Des « régressions » dans le processus démocratique en Tunisie ?
« La Tunisie connaît aujourd’hui des régressions et des reculs par rapport au projet de l’Etat de droit, de la voie démocratique, du respect des droits et libertés et de l’institution judiciaire », a estimé pour sa part Hatem Mziou. Dans une déclaration le 5 janvier, le bâtonnier des avocats souligne que le barreau ne peut faire l’oreille sourde ou rester les bras croisés, notamment à la lumière de la salve des décrets-lois publiés récemment et le retour en force à la pratique des renvois en masse devant les tribunaux. Mziou considère que le décret-loi n°54, qui affecte les droits et libertés, ne peut être toléré ni accepté, fustigeant à ce titre le flot de renvois en masse des avocats, militants politiques et activistes des droits de l’homme et journalistes devenus le lot quotidien des tribunaux. « Il est de notre de devoir de rappeler que la profession, comme à l’accoutumée, ne craint plus la rue ni le retour à la lutte pour défendre l’idée d’un Etat civil et démocratique où règne la loi dans le cadre d’une justice équitable », a martelé le bâtonnier.
Le décret accablant
« Le décret-loi 54 vise à fixer les dispositions ayant pour objectif la prévention des infractions se rapportant aux systèmes d’information et de communication et leur répression, ainsi que celles relatives à la collecte des preuves électroniques y afférentes et à soutenir l’effort international dans le domaine, et ce, dans le cadre des accords internationaux, régionaux et bilatéraux ratifiés par la République tunisienne », lit-on dans le décret susmentionné.
Les autorités publiques doivent, lors de l’application des dispositions du présent décret-loi, respecter les garanties constitutionnelles, les traités internationaux, régionaux et bilatéraux y afférents ratifiés par la République tunisienne, et la législation nationale en matière des droits de l’Homme, des libertés et de la protection des données à caractère personnel, selon le deuxième article. Les services compétents des ministères de la défense nationale et de l’intérieur exécutent les ordonnances judiciaires relatives à l’accès aux systèmes d’information, données et informations stockées, chacun en ce qui le concerne, selon le quatrième article.
L’article 24 dudit décret-loi prévoit qu’il est puni de cinq ans d’emprisonnement et d’une amende de cinquante mille dinars quiconque utilise sciemment des systèmes et réseaux d’information et de communication en vue de produire, répandre, diffuser, ou envoyer, ou rédiger de fausses nouvelles, de fausses données, des rumeurs, des documents faux ou falsifiés ou faussement attribués à autrui dans le but de porter atteinte aux droits d’autrui ou porter préjudice à la sureté publique ou à la défense nationale ou de semer la terreur parmi la population.

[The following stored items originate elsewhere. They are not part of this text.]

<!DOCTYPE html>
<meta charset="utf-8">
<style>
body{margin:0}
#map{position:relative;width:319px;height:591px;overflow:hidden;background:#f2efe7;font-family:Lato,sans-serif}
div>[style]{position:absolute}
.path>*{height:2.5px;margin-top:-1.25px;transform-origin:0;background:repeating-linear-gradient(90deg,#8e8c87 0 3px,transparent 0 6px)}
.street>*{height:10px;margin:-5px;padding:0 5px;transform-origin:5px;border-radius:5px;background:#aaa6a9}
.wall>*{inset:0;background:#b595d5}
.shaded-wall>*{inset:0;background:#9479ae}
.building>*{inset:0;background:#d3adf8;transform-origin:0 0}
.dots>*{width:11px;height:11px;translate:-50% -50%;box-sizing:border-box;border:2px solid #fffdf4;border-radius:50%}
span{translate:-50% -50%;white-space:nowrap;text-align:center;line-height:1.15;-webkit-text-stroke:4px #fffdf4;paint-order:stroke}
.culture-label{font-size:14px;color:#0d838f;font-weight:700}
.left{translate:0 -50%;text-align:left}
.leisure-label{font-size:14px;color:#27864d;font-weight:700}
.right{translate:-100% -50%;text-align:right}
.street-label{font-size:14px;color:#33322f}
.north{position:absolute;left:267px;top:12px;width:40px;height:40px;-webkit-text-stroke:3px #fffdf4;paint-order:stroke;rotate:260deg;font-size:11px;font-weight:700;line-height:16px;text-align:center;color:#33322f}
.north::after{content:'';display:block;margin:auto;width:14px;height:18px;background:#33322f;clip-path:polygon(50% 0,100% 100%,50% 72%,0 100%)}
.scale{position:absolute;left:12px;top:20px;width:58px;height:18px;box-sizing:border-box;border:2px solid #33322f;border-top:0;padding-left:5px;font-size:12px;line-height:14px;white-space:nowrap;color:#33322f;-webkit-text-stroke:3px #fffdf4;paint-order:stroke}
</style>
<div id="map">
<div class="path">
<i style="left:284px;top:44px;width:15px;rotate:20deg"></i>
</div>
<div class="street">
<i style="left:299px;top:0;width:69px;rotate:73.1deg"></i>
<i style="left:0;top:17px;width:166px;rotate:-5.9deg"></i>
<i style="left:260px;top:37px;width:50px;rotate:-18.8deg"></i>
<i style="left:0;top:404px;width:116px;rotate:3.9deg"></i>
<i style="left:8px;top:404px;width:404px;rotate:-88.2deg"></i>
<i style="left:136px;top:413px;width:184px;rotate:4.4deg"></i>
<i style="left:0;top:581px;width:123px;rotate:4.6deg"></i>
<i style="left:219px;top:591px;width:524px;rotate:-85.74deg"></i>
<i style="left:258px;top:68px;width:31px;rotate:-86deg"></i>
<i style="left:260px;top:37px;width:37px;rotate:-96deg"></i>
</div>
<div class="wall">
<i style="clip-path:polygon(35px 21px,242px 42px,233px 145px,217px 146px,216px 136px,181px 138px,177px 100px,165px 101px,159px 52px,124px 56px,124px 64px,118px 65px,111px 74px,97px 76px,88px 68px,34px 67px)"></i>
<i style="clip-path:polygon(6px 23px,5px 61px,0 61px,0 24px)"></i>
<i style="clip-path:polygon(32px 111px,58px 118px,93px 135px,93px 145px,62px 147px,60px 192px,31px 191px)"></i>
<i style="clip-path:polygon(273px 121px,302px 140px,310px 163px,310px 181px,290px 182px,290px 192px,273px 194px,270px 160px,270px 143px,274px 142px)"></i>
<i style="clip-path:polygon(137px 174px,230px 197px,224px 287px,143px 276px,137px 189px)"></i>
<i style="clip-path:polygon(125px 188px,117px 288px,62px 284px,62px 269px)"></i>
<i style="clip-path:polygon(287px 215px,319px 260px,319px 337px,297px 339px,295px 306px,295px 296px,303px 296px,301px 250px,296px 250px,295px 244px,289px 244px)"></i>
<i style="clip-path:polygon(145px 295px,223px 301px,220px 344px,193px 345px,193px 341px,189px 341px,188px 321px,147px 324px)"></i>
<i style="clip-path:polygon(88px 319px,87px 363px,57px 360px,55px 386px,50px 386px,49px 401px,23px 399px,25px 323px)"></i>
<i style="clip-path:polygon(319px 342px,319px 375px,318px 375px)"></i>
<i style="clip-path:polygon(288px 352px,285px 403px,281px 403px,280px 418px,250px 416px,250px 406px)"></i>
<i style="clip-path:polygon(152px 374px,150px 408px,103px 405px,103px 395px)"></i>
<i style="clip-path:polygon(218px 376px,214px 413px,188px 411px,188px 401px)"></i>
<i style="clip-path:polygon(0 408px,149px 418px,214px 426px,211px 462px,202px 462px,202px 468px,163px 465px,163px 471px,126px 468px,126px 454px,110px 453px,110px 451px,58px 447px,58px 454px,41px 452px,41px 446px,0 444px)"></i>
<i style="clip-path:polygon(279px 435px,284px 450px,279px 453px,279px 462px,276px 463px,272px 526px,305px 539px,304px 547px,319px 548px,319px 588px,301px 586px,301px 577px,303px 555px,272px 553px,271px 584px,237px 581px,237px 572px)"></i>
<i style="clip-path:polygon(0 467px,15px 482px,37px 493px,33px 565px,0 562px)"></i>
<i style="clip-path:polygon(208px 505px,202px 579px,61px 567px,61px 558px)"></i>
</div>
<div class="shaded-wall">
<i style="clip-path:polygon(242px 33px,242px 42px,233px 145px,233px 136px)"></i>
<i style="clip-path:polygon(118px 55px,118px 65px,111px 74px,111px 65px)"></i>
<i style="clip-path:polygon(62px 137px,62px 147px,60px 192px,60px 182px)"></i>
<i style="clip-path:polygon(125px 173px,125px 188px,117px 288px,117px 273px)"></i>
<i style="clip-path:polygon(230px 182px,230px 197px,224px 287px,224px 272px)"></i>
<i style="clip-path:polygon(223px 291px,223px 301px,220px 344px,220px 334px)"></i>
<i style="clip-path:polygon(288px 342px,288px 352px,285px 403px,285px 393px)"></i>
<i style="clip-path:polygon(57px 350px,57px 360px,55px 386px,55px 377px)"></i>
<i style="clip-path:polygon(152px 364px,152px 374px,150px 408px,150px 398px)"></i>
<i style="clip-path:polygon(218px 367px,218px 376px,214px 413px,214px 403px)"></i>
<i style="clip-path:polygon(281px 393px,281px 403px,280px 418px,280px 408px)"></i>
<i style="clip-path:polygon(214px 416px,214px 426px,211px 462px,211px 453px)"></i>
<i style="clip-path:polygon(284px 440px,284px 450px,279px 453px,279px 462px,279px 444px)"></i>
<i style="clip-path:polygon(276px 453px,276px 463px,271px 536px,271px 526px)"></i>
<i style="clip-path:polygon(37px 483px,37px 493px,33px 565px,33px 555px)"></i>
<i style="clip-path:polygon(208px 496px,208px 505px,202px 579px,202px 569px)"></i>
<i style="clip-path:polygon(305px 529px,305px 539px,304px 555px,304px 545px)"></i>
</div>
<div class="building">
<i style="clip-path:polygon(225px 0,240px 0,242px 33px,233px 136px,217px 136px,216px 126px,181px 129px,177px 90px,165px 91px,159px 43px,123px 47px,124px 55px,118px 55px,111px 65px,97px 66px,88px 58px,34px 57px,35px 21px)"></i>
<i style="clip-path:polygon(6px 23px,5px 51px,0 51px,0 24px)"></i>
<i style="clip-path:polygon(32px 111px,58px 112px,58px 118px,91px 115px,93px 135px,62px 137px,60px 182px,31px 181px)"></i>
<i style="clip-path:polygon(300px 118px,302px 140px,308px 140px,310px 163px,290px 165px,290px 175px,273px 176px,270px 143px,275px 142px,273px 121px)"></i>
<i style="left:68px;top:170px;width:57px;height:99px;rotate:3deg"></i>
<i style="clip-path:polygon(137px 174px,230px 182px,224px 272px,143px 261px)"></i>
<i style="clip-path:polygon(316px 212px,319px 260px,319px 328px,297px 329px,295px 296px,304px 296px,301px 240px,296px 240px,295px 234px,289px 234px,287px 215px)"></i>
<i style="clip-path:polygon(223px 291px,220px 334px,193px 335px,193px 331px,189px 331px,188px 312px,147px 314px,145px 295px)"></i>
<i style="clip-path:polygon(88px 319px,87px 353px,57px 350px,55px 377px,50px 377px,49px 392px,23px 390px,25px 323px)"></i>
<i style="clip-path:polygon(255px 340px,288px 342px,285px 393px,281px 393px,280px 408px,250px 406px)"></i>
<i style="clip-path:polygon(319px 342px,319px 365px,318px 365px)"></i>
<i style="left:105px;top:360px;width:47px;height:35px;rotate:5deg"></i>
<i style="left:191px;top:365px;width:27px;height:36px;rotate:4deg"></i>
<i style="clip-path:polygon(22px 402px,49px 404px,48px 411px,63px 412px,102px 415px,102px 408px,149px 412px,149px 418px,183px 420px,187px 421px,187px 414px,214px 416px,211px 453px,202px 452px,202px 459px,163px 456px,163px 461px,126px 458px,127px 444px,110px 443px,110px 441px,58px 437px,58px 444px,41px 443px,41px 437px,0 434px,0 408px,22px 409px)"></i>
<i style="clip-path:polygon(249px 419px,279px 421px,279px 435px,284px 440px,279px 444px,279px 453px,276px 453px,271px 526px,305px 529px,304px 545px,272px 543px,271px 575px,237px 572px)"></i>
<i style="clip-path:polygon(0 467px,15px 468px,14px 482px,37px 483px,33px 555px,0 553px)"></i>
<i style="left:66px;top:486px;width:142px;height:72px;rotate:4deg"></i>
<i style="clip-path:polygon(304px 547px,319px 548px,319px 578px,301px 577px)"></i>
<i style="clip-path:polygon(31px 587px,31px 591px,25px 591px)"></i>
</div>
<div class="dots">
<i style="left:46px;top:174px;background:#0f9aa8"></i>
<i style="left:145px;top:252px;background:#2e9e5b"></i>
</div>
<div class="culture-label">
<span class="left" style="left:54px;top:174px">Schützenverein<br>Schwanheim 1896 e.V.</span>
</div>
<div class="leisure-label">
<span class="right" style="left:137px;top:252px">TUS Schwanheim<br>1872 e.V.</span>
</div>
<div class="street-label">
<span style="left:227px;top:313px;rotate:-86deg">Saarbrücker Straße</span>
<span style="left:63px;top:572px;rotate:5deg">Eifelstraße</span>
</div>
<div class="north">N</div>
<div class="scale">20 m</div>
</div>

Est passible des mêmes peines encourues au premier alinéa toute personne qui procède à l’utilisation de systèmes d’information en vue de publier ou de diffuser des nouvelles ou des documents faux ou falsifiés ou des informations contenant des données à caractère personnel, ou attribution de données infondées visant à diffamer les autres, de porter atteinte à leur réputation, de leur nuire financièrement ou moralement, d’inciter à des agressions contre eux ou d’inciter au discours de haine, selon la même source. Et d’ajouter que les peines prévues sont portées au double si la personne visée est un agent public ou assimilé.